MATERIAL SUPPLIED »
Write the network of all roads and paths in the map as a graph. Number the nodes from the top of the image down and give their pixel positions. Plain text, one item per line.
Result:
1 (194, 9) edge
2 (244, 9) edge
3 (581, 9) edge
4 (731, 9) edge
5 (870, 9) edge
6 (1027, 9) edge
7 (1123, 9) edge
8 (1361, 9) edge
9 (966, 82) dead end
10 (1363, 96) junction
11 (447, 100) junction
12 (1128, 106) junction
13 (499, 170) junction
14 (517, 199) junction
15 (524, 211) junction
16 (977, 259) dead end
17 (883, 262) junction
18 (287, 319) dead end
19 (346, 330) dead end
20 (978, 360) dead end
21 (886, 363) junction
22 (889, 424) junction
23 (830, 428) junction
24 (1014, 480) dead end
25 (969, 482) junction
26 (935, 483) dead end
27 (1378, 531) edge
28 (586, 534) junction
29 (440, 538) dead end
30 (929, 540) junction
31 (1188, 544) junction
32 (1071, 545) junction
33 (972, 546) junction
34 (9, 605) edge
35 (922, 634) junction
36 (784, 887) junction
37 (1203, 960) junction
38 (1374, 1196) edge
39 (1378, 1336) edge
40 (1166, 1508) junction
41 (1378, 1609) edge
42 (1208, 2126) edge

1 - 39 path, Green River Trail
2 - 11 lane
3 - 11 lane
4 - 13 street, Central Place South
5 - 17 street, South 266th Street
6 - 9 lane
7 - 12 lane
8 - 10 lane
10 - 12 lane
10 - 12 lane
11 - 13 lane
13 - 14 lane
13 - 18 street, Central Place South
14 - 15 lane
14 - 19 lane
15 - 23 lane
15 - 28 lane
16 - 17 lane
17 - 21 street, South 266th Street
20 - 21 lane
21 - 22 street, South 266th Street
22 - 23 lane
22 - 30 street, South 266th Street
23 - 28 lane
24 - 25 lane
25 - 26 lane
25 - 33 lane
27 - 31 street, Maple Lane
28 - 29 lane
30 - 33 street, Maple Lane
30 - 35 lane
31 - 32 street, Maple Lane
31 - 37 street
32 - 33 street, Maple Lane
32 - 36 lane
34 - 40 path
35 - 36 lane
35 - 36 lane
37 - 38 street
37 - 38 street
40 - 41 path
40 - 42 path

TASK TO CARRY OUT » Copy out all lines above that include the string "Maple".

SOLVED EXERCISE »
27 - 31 street, Maple Lane
30 - 33 street, Maple Lane
31 - 32 street, Maple Lane
32 - 33 street, Maple Lane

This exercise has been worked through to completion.